* _Dataset extract_
**********
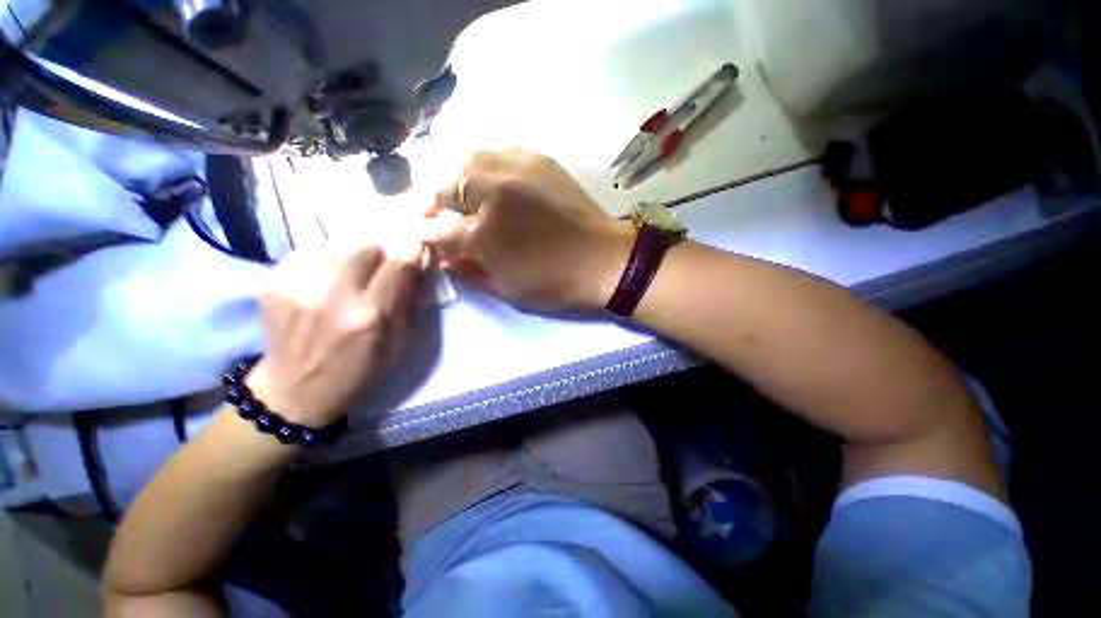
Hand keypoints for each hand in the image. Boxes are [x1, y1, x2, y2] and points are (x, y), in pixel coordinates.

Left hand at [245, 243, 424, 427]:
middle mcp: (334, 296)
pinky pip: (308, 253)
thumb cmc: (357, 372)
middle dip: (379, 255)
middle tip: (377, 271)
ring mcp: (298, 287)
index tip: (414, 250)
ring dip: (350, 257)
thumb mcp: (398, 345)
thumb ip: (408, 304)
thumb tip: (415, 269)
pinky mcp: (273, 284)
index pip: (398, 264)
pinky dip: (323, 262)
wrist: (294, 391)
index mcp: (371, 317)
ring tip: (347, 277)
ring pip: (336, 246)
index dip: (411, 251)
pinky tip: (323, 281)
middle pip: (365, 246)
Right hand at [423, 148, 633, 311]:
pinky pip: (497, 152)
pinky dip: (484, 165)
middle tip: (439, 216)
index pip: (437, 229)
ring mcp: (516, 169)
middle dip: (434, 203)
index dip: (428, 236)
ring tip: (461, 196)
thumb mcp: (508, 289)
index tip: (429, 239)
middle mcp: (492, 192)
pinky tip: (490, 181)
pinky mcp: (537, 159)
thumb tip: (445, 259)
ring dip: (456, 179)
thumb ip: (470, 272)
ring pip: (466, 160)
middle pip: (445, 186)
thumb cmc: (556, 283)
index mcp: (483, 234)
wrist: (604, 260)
**********
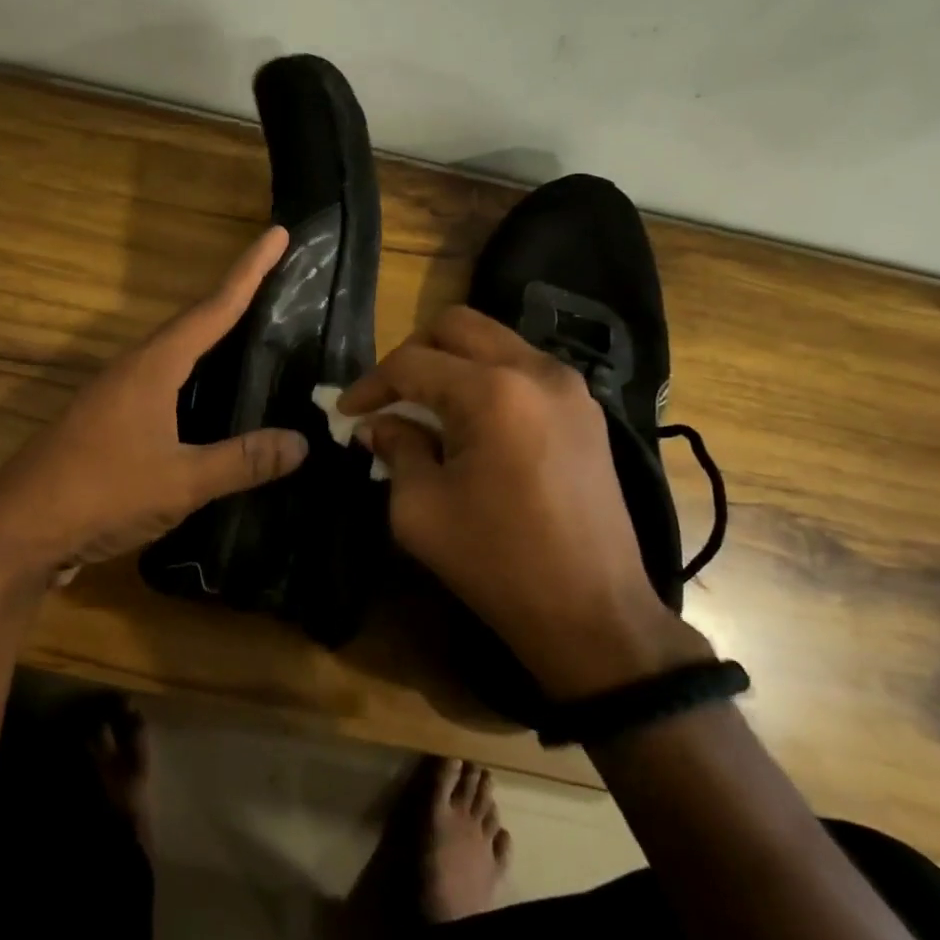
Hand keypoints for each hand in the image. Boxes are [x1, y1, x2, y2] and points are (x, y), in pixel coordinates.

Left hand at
**********
* _What the task requires_
Restate word for word the entries above from the line with "pinky tip: (490, 181)" through the line with "wrist: (604, 260)", inclusive, leaving out everything else.

* _Task result_
pinky tip: (490, 181)
pinky mcp: (537, 159)
thumb tip: (445, 259)
ring dip: (456, 179)
thumb ip: (470, 272)
ring pip: (466, 160)
middle pip: (445, 186)
thumb cmc: (556, 283)
index mcp: (483, 234)
wrist: (604, 260)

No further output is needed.